■ **Saved entries**:
►

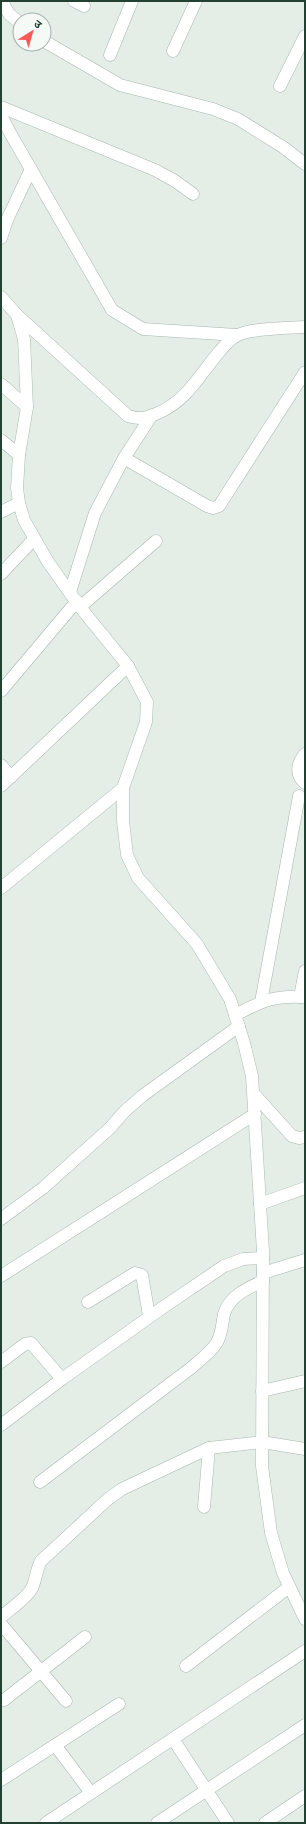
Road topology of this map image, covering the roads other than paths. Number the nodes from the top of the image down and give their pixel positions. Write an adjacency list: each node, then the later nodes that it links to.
1 (2, 1): 4 (street)
2 (132, 1): 8 (street)
3 (196, 1): 7 (street)
4 (12, 16)
5 (305, 36): 9 (street)
6 (52, 46): 12 (street)
7 (173, 51)
8 (110, 54)
9 (280, 86)
10 (1, 107): 14 (street)
11 (1, 115): 13 (street)
12 (305, 164)
13 (31, 169): 15 (street); 19 (street)
14 (193, 194)
15 (1, 238)
16 (1, 297): 17 (street)
17 (17, 315): 22 (street); 23 (street)
18 (305, 327): 19 (street)
19 (237, 335): 23 (street)
20 (305, 372): 26 (street)
21 (1, 384): 22 (street)
22 (27, 408): 25 (street)
23 (152, 415): 26 (street)
24 (1, 440): 25 (street)
25 (19, 455): 27 (street)
26 (124, 458): 32 (street)
27 (19, 503): 28 (street); 29 (street)
28 (1, 512)
29 (34, 539): 31 (street); 32 (street)
30 (156, 540): 32 (street)
31 (1, 574)
32 (76, 600): 33 (street); 34 (street)
33 (128, 666): 37 (street); 40 (street)
34 (1, 691)
35 (305, 754): 38 (street)
36 (1, 765): 37 (street)
37 (11, 776): 39 (street)
38 (305, 783)
39 (1, 786)
40 (123, 788): 42 (street); 46 (street)
41 (299, 796): 45 (street)
42 (1, 888)
43 (305, 971): 44 (street)
44 (303, 997): 45 (street)
45 (261, 1002): 46 (street)
46 (237, 1020): 47 (street); 52 (street)
47 (254, 1094): 48 (street); 49 (street)
48 (255, 1114): 51 (street); 55 (street)
49 (305, 1138)
50 (305, 1188): 51 (street)
51 (260, 1204): 53 (street)
52 (1, 1219)
53 (263, 1258): 56 (street); 58 (street)
54 (305, 1260): 56 (street)
55 (1, 1276)
56 (263, 1277): 62 (street); 67 (street)
57 (88, 1302): 58 (street)
58 (149, 1316): 60 (street)
59 (1, 1362): 60 (street)
60 (62, 1379): 63 (street)
61 (305, 1381): 62 (street)
62 (262, 1391): 64 (street)
63 (1, 1425)
64 (262, 1442): 65 (street); 66 (street); 69 (street)
65 (209, 1448): 68 (street); 70 (street)
66 (305, 1449)
67 (40, 1482)
68 (204, 1507)
69 (289, 1587): 71 (street); 75 (street)
70 (1, 1617)
71 (305, 1619)
72 (1, 1624): 76 (street)
73 (85, 1637): 76 (street)
74 (305, 1651): 81 (street)
75 (186, 1666)
76 (41, 1671): 77 (street); 78 (street)
77 (4, 1700)
78 (66, 1701)
79 (119, 1704): 82 (street)
80 (305, 1725): 84 (street)
81 (173, 1739): 84 (street); 85 (street)
82 (55, 1745): 83 (street); 85 (street)
83 (1, 1780)
84 (207, 1790): 88 (street); 89 (street)
85 (91, 1793): 87 (street)
86 (305, 1796): 90 (street)
87 (46, 1823)
88 (157, 1823)
89 (228, 1823)
90 (265, 1823)

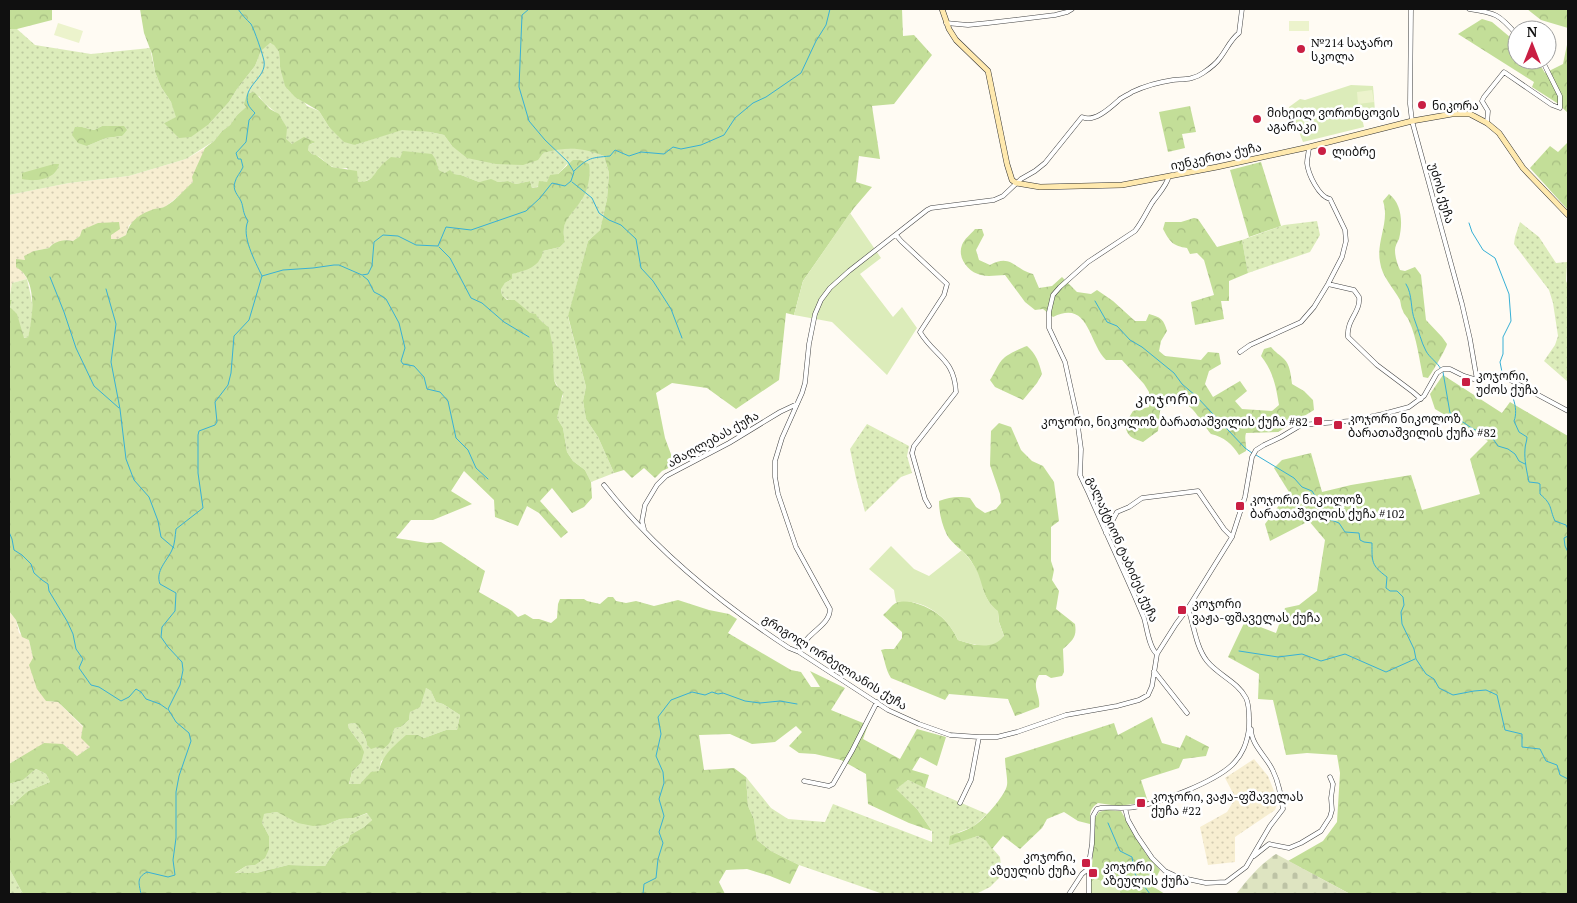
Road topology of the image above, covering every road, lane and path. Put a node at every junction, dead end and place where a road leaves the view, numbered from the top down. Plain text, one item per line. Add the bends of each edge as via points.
1 (942, 9) edge
2 (1072, 9) edge
3 (1242, 9) edge
4 (1411, 9) edge
5 (1469, 9) edge
6 (946, 22) junction
7 (1507, 25) edge
8 (1547, 70) edge
9 (1412, 120) junction
10 (1487, 123) junction
11 (1309, 147) junction
12 (1169, 176) junction
13 (1016, 183) junction
14 (1568, 215) edge
15 (896, 234) junction
16 (1328, 284) junction
17 (1240, 352) dead end
18 (1477, 380) junction
19 (1421, 400) junction
20 (797, 404) junction
21 (1568, 411) edge
22 (604, 485) dead end
23 (929, 506) dead end
24 (644, 530) junction
25 (1106, 533) junction
26 (1232, 538) junction
27 (1188, 608) junction
28 (799, 652) junction
29 (1157, 654) junction
30 (1154, 671) junction
31 (877, 702) junction
32 (1186, 713) dead end
33 (1249, 718) junction
34 (979, 737) junction
35 (1330, 777) dead end
36 (804, 781) dead end
37 (960, 803) dead end
38 (1125, 808) junction
39 (1252, 858) junction
40 (1088, 869) junction
41 (1069, 894) edge
42 (1088, 894) edge

1 - 6 main road
2 - 6 street via 1055,15 981,23 959,25
3 - 13 street via 1239,33 1215,64 1194,78 1145,87 1119,99 1098,116 1091,119 1082,117 1045,163
4 - 9 street, უძოს ქუჩა
5 - 7 street via 1497,15
6 - 13 main road via 956,40 988,71 1007,164
8 - 10 street via 1560,96 1560,108 1504,72 1482,101 1488,111
9 - 10 main road, იუნკერთა ქუჩა via 1470,114
9 - 11 main road, იუნკერთა ქუჩა
9 - 18 street, უძოს ქუჩა via 1462,304
10 - 14 main road, იუნკერთა ქუჩა via 1499,133 1522,168
11 - 12 main road, იუნკერთა ქუჩა
11 - 16 street via 1307,163 1312,176 1320,193 1330,200 1345,230 1342,257
12 - 13 main road, იუნკერთა ქუჩა via 1108,186 1040,187
12 - 25 street, გალაქტიონ ტაბიძეს ქუჩა via 1141,224 1088,262 1060,287 1053,295 1049,312 1049,328 1065,362 1076,412 1081,479
13 - 15 street via 994,200 931,208
15 - 20 street via 849,271 821,300 809,344 805,383
15 - 23 street via 947,284 944,295 920,332 951,368 956,392 914,446 912,454
16 - 17 street via 1301,322
16 - 19 street via 1354,290 1359,297 1358,308 1349,323 1348,337
18 - 19 street via 1446,368 1437,373
18 - 21 street via 1496,374 1508,378
19 - 26 street via 1410,407 1350,421 1301,425 1256,450
20 - 24 street, ამაღლებას ქუჩა via 666,476 646,505 642,521
20 - 28 street via 775,461 775,477 796,547 830,609 829,618 808,637
22 - 24 street, გრიგოლ ორბელიანის ქუჩა
24 - 28 street, გრიგოლ ორბელიანის ქუჩა via 709,591 788,648
25 - 26 street via 1117,512 1142,498 1198,491
25 - 29 street, გალაქტიონ ტაბიძეს ქუჩა
26 - 27 street
27 - 29 street
27 - 33 street via 1200,649 1208,662 1243,694
28 - 31 street, გრიგოლ ორბელიანის ქუჩა
29 - 30 street, გრიგოლ ორბელიანის ქუჩა
30 - 32 street
30 - 34 street, გრიგოლ ორბელიანის ქუჩა via 1148,695 1139,700 1066,715 997,737
31 - 34 street, გრიგოლ ორბელიანის ქუჩა via 926,727 950,735
31 - 36 street via 833,784
33 - 38 street via 1243,751 1224,771 1165,799
33 - 39 street via 1252,739 1273,770 1283,810
34 - 37 street via 971,780
35 - 39 street via 1333,784 1332,810 1320,831 1289,848 1269,844
38 - 39 street via 1128,820 1152,858 1165,871 1178,877 1206,883 1226,882 1246,867
38 - 40 street via 1101,808 1095,812
40 - 41 street
40 - 42 street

◄

Your output should be the full set of entries above, restated word for word and free of pictures.

Road topology of this map image, covering the roads other than paths. Number the nodes from the top of the image down and give their pixel positions. Write an adjacency list: each node, then the later nodes that it links to.
1 (2, 1): 4 (street)
2 (132, 1): 8 (street)
3 (196, 1): 7 (street)
4 (12, 16)
5 (305, 36): 9 (street)
6 (52, 46): 12 (street)
7 (173, 51)
8 (110, 54)
9 (280, 86)
10 (1, 107): 14 (street)
11 (1, 115): 13 (street)
12 (305, 164)
13 (31, 169): 15 (street); 19 (street)
14 (193, 194)
15 (1, 238)
16 (1, 297): 17 (street)
17 (17, 315): 22 (street); 23 (street)
18 (305, 327): 19 (street)
19 (237, 335): 23 (street)
20 (305, 372): 26 (street)
21 (1, 384): 22 (street)
22 (27, 408): 25 (street)
23 (152, 415): 26 (street)
24 (1, 440): 25 (street)
25 (19, 455): 27 (street)
26 (124, 458): 32 (street)
27 (19, 503): 28 (street); 29 (street)
28 (1, 512)
29 (34, 539): 31 (street); 32 (street)
30 (156, 540): 32 (street)
31 (1, 574)
32 (76, 600): 33 (street); 34 (street)
33 (128, 666): 37 (street); 40 (street)
34 (1, 691)
35 (305, 754): 38 (street)
36 (1, 765): 37 (street)
37 (11, 776): 39 (street)
38 (305, 783)
39 (1, 786)
40 (123, 788): 42 (street); 46 (street)
41 (299, 796): 45 (street)
42 (1, 888)
43 (305, 971): 44 (street)
44 (303, 997): 45 (street)
45 (261, 1002): 46 (street)
46 (237, 1020): 47 (street); 52 (street)
47 (254, 1094): 48 (street); 49 (street)
48 (255, 1114): 51 (street); 55 (street)
49 (305, 1138)
50 (305, 1188): 51 (street)
51 (260, 1204): 53 (street)
52 (1, 1219)
53 (263, 1258): 56 (street); 58 (street)
54 (305, 1260): 56 (street)
55 (1, 1276)
56 (263, 1277): 62 (street); 67 (street)
57 (88, 1302): 58 (street)
58 (149, 1316): 60 (street)
59 (1, 1362): 60 (street)
60 (62, 1379): 63 (street)
61 (305, 1381): 62 (street)
62 (262, 1391): 64 (street)
63 (1, 1425)
64 (262, 1442): 65 (street); 66 (street); 69 (street)
65 (209, 1448): 68 (street); 70 (street)
66 (305, 1449)
67 (40, 1482)
68 (204, 1507)
69 (289, 1587): 71 (street); 75 (street)
70 (1, 1617)
71 (305, 1619)
72 (1, 1624): 76 (street)
73 (85, 1637): 76 (street)
74 (305, 1651): 81 (street)
75 (186, 1666)
76 (41, 1671): 77 (street); 78 (street)
77 (4, 1700)
78 (66, 1701)
79 (119, 1704): 82 (street)
80 (305, 1725): 84 (street)
81 (173, 1739): 84 (street); 85 (street)
82 (55, 1745): 83 (street); 85 (street)
83 (1, 1780)
84 (207, 1790): 88 (street); 89 (street)
85 (91, 1793): 87 (street)
86 (305, 1796): 90 (street)
87 (46, 1823)
88 (157, 1823)
89 (228, 1823)
90 (265, 1823)

Road topology of the image above, covering every road, lane and path. Put a node at every junction, dead end and place where a road leaves the view, numbered from the top down. Plain text, one item per line. Add the bends of each edge as via points.
1 (942, 9) edge
2 (1072, 9) edge
3 (1242, 9) edge
4 (1411, 9) edge
5 (1469, 9) edge
6 (946, 22) junction
7 (1507, 25) edge
8 (1547, 70) edge
9 (1412, 120) junction
10 (1487, 123) junction
11 (1309, 147) junction
12 (1169, 176) junction
13 (1016, 183) junction
14 (1568, 215) edge
15 (896, 234) junction
16 (1328, 284) junction
17 (1240, 352) dead end
18 (1477, 380) junction
19 (1421, 400) junction
20 (797, 404) junction
21 (1568, 411) edge
22 (604, 485) dead end
23 (929, 506) dead end
24 (644, 530) junction
25 (1106, 533) junction
26 (1232, 538) junction
27 (1188, 608) junction
28 (799, 652) junction
29 (1157, 654) junction
30 (1154, 671) junction
31 (877, 702) junction
32 (1186, 713) dead end
33 (1249, 718) junction
34 (979, 737) junction
35 (1330, 777) dead end
36 (804, 781) dead end
37 (960, 803) dead end
38 (1125, 808) junction
39 (1252, 858) junction
40 (1088, 869) junction
41 (1069, 894) edge
42 (1088, 894) edge

1 - 6 main road
2 - 6 street via 1055,15 981,23 959,25
3 - 13 street via 1239,33 1215,64 1194,78 1145,87 1119,99 1098,116 1091,119 1082,117 1045,163
4 - 9 street, უძოს ქუჩა
5 - 7 street via 1497,15
6 - 13 main road via 956,40 988,71 1007,164
8 - 10 street via 1560,96 1560,108 1504,72 1482,101 1488,111
9 - 10 main road, იუნკერთა ქუჩა via 1470,114
9 - 11 main road, იუნკერთა ქუჩა
9 - 18 street, უძოს ქუჩა via 1462,304
10 - 14 main road, იუნკერთა ქუჩა via 1499,133 1522,168
11 - 12 main road, იუნკერთა ქუჩა
11 - 16 street via 1307,163 1312,176 1320,193 1330,200 1345,230 1342,257
12 - 13 main road, იუნკერთა ქუჩა via 1108,186 1040,187
12 - 25 street, გალაქტიონ ტაბიძეს ქუჩა via 1141,224 1088,262 1060,287 1053,295 1049,312 1049,328 1065,362 1076,412 1081,479
13 - 15 street via 994,200 931,208
15 - 20 street via 849,271 821,300 809,344 805,383
15 - 23 street via 947,284 944,295 920,332 951,368 956,392 914,446 912,454
16 - 17 street via 1301,322
16 - 19 street via 1354,290 1359,297 1358,308 1349,323 1348,337
18 - 19 street via 1446,368 1437,373
18 - 21 street via 1496,374 1508,378
19 - 26 street via 1410,407 1350,421 1301,425 1256,450
20 - 24 street, ამაღლებას ქუჩა via 666,476 646,505 642,521
20 - 28 street via 775,461 775,477 796,547 830,609 829,618 808,637
22 - 24 street, გრიგოლ ორბელიანის ქუჩა
24 - 28 street, გრიგოლ ორბელიანის ქუჩა via 709,591 788,648
25 - 26 street via 1117,512 1142,498 1198,491
25 - 29 street, გალაქტიონ ტაბიძეს ქუჩა
26 - 27 street
27 - 29 street
27 - 33 street via 1200,649 1208,662 1243,694
28 - 31 street, გრიგოლ ორბელიანის ქუჩა
29 - 30 street, გრიგოლ ორბელიანის ქუჩა
30 - 32 street
30 - 34 street, გრიგოლ ორბელიანის ქუჩა via 1148,695 1139,700 1066,715 997,737
31 - 34 street, გრიგოლ ორბელიანის ქუჩა via 926,727 950,735
31 - 36 street via 833,784
33 - 38 street via 1243,751 1224,771 1165,799
33 - 39 street via 1252,739 1273,770 1283,810
34 - 37 street via 971,780
35 - 39 street via 1333,784 1332,810 1320,831 1289,848 1269,844
38 - 39 street via 1128,820 1152,858 1165,871 1178,877 1206,883 1226,882 1246,867
38 - 40 street via 1101,808 1095,812
40 - 41 street
40 - 42 street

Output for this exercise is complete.